Assigned task ▸
Up to and including the line that contains "I need the junctions", return every line from the start of the data, unchanged.

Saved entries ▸
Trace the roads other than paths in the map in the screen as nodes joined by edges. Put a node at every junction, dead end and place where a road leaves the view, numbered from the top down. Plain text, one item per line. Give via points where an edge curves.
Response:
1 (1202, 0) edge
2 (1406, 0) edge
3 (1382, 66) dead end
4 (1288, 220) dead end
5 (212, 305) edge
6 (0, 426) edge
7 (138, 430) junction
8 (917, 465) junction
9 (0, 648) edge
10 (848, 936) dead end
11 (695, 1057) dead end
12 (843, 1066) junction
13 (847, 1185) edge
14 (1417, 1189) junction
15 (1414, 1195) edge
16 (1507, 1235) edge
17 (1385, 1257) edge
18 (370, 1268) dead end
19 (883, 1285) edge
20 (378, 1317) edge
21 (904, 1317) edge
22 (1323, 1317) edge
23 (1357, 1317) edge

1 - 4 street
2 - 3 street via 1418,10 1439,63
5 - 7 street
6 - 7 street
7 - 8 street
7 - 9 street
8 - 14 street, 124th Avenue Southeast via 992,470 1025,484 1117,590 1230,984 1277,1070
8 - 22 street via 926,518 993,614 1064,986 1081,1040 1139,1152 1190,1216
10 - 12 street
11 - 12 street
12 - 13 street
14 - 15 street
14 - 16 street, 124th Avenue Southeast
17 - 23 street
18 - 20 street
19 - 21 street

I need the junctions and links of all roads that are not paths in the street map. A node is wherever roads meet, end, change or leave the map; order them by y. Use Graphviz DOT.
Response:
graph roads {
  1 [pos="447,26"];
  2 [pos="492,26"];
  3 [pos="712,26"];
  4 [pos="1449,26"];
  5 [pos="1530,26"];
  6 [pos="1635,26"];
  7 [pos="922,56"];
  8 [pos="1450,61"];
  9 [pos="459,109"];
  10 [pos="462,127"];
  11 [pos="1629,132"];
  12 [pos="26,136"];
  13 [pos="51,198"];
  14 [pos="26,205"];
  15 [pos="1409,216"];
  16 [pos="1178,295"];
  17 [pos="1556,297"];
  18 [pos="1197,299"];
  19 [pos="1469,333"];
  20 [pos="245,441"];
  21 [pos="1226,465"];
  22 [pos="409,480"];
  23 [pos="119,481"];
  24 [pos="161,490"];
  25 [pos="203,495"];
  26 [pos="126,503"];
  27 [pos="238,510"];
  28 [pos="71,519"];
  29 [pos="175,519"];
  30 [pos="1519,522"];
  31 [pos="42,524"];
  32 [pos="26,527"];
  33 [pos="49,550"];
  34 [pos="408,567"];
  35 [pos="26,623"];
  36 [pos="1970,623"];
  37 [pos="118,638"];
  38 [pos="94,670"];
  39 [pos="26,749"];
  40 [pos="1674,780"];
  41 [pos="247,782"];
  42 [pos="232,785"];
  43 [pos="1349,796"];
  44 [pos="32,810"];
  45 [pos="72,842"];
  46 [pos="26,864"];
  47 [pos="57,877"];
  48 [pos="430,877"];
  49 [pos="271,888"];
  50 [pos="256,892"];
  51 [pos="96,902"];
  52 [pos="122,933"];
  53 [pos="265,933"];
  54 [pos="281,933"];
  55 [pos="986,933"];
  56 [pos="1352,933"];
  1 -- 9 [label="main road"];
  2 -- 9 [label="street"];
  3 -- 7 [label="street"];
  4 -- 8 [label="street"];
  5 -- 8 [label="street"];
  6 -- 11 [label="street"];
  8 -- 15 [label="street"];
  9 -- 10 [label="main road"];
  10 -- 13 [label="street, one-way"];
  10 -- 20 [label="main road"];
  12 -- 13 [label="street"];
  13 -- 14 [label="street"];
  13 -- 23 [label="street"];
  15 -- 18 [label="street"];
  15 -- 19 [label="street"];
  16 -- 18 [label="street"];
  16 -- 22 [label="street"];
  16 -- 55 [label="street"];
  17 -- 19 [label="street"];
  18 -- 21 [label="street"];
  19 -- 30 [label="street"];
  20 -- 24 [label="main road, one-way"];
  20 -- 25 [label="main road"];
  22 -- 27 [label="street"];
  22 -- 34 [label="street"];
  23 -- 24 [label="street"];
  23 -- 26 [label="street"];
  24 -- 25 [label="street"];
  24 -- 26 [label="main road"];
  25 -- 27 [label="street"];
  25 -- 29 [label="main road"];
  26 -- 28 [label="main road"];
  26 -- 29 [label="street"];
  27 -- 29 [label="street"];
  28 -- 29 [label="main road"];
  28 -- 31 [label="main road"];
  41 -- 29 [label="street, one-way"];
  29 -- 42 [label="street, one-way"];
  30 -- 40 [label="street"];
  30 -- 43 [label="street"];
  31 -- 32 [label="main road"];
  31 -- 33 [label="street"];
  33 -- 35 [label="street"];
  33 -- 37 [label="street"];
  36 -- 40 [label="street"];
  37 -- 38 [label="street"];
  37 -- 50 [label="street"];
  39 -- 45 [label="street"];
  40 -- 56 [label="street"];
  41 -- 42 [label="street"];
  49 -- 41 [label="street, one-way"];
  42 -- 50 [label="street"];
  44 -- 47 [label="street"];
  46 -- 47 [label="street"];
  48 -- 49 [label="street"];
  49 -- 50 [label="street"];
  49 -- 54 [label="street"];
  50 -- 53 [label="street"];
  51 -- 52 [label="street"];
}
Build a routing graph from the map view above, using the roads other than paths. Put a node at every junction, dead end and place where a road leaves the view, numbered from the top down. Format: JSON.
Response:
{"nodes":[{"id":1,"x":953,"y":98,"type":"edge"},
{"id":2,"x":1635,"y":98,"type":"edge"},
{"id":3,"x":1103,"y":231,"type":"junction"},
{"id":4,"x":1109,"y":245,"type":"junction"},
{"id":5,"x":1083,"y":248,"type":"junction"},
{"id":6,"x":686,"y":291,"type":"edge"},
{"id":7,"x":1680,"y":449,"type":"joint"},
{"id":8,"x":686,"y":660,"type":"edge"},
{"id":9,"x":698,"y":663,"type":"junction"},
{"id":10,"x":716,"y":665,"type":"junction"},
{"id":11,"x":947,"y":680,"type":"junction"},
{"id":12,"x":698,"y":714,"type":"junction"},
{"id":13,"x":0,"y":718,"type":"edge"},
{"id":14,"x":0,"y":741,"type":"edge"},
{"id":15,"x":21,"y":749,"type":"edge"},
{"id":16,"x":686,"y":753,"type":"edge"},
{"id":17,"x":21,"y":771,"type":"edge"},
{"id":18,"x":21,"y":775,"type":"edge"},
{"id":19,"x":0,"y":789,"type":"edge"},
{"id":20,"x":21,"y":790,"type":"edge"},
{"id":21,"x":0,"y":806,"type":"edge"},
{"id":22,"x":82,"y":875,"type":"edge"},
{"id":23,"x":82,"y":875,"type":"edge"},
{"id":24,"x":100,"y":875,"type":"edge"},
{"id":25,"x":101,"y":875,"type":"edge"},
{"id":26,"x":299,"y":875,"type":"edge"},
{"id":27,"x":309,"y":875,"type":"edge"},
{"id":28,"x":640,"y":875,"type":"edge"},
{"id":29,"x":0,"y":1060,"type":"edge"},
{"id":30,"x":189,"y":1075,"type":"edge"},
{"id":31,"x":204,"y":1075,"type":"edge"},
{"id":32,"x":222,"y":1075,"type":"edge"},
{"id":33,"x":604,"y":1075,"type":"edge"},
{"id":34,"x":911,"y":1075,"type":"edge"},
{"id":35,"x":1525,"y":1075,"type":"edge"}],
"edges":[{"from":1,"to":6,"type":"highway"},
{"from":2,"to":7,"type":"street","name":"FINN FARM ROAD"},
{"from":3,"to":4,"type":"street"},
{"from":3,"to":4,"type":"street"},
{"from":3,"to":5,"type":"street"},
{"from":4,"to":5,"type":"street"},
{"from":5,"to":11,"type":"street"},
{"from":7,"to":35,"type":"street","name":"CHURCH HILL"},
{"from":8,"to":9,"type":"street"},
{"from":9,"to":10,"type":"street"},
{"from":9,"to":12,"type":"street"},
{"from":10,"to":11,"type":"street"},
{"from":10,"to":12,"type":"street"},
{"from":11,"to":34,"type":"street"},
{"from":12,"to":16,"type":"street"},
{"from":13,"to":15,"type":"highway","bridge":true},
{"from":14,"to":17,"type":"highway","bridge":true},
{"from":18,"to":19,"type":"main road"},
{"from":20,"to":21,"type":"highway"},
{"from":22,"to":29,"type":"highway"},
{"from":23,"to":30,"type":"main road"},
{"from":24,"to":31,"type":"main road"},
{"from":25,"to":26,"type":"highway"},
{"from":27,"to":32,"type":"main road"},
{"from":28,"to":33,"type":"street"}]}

Result ▸
Trace the roads other than paths in the map in the screen as nodes joined by edges. Put a node at every junction, dead end and place where a road leaves the view, numbered from the top down. Plain text, one item per line. Give via points where an edge curves.
Response:
1 (1202, 0) edge
2 (1406, 0) edge
3 (1382, 66) dead end
4 (1288, 220) dead end
5 (212, 305) edge
6 (0, 426) edge
7 (138, 430) junction
8 (917, 465) junction
9 (0, 648) edge
10 (848, 936) dead end
11 (695, 1057) dead end
12 (843, 1066) junction
13 (847, 1185) edge
14 (1417, 1189) junction
15 (1414, 1195) edge
16 (1507, 1235) edge
17 (1385, 1257) edge
18 (370, 1268) dead end
19 (883, 1285) edge
20 (378, 1317) edge
21 (904, 1317) edge
22 (1323, 1317) edge
23 (1357, 1317) edge

1 - 4 street
2 - 3 street via 1418,10 1439,63
5 - 7 street
6 - 7 street
7 - 8 street
7 - 9 street
8 - 14 street, 124th Avenue Southeast via 992,470 1025,484 1117,590 1230,984 1277,1070
8 - 22 street via 926,518 993,614 1064,986 1081,1040 1139,1152 1190,1216
10 - 12 street
11 - 12 street
12 - 13 street
14 - 15 street
14 - 16 street, 124th Avenue Southeast
17 - 23 street
18 - 20 street
19 - 21 street

I need the junctions and links of all roads that are not paths in the street map. A node is wherever roads meet, end, change or leave the map; order them by y. Use Graphviz DOT.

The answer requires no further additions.